— Гидеон, — услышала она свой голос.

Предупреждала она его или звала? Ни то, ни другое уже не требовалось. Он прижал ее к прохладной стенке холодильника, и она почувствовала, как его язык пополз по ее уху. О боже, неужели для начала они проделают это прямо здесь?.. Однако он внезапно остановился и, отстраняя ее от себя, взяв за плечи, быстро поцеловал в губы.

— Тебе не кажется, что можно подождать, пока я не принесу поднос в комнату?

Она вся напряглась, ее щеки пылали. Однако она была уверена, что кое-что заставила его почувствовать, несмотря на все его усилия контролировать ситуацию.

Он отвернулся и сделал вид, что поглощен главным делом — приготовлением ужина. Ее он, без сомнения, записал на десерт. Давненько никто не выводил ее из себя так, как он. Ну что же, лучше она выступит в роли шлюхи, чем дуры.

— Так где сюрприз? — поинтересовалась она.

— Тебе понравится, я обещаю.

Сколько раз в своей жизни она уже слышала: «А у меня для тебя сюрприз!» И сколько раз появлялось нечто.

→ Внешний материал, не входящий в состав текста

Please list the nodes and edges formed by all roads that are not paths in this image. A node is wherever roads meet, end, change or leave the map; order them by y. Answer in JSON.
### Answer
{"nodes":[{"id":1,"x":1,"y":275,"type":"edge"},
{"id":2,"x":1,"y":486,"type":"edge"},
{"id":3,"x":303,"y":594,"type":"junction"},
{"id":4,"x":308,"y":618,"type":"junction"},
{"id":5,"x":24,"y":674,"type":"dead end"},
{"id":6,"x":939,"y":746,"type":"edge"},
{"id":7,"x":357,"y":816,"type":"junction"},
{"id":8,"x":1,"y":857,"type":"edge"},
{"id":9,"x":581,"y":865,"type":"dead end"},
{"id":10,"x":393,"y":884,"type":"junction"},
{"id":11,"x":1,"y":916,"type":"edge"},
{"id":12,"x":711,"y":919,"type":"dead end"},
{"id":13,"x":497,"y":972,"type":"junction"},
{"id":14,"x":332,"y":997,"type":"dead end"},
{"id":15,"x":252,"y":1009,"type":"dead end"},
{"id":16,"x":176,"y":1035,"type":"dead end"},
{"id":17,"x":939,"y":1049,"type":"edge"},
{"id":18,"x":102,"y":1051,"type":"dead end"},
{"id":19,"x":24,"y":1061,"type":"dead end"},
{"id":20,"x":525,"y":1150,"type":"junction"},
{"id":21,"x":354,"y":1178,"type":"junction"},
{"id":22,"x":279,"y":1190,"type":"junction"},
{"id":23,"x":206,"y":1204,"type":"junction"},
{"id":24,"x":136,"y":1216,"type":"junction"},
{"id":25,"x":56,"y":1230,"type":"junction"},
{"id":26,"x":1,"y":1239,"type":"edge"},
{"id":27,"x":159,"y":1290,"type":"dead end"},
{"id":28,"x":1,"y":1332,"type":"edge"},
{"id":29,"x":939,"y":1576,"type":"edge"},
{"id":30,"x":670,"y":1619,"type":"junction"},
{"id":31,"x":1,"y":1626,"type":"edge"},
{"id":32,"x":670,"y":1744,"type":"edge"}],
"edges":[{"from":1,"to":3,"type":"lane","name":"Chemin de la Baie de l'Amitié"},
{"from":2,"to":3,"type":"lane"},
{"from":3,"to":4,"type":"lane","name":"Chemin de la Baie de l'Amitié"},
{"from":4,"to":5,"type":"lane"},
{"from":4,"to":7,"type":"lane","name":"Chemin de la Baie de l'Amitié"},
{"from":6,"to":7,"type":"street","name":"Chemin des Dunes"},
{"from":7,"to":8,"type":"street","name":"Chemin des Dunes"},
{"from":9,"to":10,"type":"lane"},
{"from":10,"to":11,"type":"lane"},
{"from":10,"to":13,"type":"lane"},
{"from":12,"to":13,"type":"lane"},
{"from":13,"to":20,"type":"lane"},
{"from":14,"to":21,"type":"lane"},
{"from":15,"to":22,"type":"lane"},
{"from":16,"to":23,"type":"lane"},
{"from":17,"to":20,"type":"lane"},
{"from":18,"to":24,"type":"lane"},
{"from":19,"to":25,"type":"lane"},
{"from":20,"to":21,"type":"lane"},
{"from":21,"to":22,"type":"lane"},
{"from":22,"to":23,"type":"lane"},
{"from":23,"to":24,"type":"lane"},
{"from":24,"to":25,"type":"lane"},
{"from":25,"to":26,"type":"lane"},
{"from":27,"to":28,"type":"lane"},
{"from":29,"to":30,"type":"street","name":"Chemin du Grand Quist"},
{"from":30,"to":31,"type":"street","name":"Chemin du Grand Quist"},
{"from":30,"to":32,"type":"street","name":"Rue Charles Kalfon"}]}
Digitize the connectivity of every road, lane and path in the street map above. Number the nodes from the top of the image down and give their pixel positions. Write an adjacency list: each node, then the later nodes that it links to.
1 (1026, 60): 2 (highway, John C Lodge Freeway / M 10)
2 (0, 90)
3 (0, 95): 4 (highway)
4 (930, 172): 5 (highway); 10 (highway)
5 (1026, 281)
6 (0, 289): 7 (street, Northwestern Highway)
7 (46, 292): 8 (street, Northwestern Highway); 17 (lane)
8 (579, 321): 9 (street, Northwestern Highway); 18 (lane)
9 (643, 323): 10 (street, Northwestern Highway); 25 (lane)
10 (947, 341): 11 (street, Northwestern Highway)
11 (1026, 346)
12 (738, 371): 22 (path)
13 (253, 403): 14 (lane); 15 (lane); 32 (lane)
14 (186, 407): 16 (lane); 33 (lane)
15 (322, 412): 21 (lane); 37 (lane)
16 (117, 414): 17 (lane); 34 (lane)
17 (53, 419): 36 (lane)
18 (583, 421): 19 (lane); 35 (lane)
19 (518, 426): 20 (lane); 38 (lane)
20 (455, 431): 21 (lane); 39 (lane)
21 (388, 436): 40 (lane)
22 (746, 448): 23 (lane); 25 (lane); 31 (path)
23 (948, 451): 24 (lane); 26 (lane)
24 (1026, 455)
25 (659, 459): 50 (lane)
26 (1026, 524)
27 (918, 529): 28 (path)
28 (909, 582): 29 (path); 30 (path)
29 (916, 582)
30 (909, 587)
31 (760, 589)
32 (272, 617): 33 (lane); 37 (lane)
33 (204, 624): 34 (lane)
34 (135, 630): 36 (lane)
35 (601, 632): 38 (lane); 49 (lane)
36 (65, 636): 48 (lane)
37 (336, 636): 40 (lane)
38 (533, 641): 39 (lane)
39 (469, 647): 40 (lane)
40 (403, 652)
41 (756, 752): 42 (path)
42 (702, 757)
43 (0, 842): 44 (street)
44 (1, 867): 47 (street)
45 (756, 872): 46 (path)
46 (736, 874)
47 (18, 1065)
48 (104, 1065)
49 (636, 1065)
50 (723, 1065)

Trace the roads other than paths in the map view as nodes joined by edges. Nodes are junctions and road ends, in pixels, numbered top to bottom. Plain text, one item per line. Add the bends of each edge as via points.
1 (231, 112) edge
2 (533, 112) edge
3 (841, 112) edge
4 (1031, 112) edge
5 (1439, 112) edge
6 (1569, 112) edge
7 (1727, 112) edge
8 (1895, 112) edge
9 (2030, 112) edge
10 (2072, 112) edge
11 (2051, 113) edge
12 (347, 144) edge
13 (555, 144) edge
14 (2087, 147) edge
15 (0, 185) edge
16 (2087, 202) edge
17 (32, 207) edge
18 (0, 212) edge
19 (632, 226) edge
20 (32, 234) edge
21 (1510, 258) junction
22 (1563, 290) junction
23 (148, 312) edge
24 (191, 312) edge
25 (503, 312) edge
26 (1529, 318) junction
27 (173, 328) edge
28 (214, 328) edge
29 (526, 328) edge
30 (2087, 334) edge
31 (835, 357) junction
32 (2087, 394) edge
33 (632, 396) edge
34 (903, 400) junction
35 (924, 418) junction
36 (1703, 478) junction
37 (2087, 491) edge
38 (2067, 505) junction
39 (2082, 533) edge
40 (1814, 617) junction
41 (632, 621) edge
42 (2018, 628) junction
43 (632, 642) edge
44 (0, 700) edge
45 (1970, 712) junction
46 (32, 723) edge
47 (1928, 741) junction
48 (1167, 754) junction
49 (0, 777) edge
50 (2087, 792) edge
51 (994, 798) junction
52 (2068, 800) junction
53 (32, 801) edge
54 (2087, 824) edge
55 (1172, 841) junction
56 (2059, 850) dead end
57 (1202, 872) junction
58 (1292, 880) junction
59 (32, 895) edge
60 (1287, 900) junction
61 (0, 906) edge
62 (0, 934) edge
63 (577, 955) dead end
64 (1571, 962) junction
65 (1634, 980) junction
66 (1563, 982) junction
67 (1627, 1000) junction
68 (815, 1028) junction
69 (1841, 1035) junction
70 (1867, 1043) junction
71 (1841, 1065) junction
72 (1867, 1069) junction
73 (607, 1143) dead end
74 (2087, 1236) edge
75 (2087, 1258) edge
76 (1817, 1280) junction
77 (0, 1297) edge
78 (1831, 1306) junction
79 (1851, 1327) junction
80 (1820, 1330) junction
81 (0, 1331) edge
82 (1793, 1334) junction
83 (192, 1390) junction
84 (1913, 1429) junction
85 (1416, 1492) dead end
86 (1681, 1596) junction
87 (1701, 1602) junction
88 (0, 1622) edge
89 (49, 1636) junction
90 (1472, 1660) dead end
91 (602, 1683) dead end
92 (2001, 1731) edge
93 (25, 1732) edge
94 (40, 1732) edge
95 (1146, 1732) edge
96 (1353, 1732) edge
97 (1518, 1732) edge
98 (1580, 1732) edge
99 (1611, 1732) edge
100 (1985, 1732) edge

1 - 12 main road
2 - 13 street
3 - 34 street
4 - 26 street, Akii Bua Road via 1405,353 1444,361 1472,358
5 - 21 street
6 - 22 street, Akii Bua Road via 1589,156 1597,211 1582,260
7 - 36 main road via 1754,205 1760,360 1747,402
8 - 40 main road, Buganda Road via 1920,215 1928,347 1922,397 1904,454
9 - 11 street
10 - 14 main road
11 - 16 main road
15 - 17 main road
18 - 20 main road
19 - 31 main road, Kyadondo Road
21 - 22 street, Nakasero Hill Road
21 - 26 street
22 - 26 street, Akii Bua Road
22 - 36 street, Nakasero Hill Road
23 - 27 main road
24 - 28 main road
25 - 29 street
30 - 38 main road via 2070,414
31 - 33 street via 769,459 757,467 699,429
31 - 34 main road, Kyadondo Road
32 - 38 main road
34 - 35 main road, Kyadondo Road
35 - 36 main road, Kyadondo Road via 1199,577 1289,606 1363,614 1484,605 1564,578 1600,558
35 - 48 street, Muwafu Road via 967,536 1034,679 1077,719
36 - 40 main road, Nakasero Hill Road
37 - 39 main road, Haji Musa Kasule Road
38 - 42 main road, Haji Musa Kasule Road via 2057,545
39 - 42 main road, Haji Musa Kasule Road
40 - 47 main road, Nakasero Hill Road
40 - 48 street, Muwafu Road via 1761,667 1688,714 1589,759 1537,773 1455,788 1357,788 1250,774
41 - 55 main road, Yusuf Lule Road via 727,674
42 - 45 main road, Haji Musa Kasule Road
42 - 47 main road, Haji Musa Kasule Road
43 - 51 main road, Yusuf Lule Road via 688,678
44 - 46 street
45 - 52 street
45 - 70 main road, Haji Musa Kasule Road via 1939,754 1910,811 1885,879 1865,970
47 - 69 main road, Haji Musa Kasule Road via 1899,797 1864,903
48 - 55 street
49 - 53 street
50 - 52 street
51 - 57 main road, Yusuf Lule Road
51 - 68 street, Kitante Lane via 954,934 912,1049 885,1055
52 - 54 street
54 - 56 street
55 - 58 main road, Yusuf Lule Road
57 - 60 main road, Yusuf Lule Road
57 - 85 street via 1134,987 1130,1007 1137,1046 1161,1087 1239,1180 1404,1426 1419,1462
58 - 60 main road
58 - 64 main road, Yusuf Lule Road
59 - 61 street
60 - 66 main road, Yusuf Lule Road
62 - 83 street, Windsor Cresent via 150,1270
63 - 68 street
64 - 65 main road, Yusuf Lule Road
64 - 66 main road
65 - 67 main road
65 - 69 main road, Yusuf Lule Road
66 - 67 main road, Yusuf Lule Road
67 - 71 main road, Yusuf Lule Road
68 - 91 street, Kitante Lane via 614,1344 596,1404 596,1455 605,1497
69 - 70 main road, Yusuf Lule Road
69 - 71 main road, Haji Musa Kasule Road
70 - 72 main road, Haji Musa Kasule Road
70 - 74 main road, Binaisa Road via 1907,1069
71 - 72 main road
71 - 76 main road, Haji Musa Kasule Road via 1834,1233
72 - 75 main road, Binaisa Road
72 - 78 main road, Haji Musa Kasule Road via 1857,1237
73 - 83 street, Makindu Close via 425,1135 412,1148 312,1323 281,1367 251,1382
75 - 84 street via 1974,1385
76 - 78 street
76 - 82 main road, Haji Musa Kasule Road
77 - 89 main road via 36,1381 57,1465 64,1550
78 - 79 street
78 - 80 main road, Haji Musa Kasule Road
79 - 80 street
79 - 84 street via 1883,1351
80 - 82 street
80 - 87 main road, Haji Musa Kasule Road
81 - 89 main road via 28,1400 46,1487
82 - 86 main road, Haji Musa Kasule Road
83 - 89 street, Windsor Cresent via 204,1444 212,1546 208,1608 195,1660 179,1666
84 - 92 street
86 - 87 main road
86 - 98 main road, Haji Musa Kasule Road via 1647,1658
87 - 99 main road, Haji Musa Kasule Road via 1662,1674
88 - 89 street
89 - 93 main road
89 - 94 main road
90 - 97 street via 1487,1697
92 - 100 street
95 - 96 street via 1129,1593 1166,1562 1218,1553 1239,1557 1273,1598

— Ты давно здесь живешь? — спросила она, чтобы немного прийти в себя.

— Не очень.

Этот тон был ей знаком, и она пошла в наступление.

— Исчерпывающий ответ, тебе не кажется? — усмехнулась она.

— Каков вопрос — таков ответ. Вообще-то, со временем у меня всегда проблемы. Его никогда не бывает достаточно.

— Она забрала с собой все?

— Она?

— Твоя бывшая жена.

— Ах, вот кто «она». Нет, она почти ничего не взяла. У того, к кому она сбежала, целый замок за городом. — Он помолчал. — Битком набит антиквариатом.

Его ответ, однако не объяснял отсутствие вещей в квартире.

— Тебе очень больно?

Он придвинулся ближе.

— Мне будет больно, если оставлю тебя голодной или покажусь тебе скучным.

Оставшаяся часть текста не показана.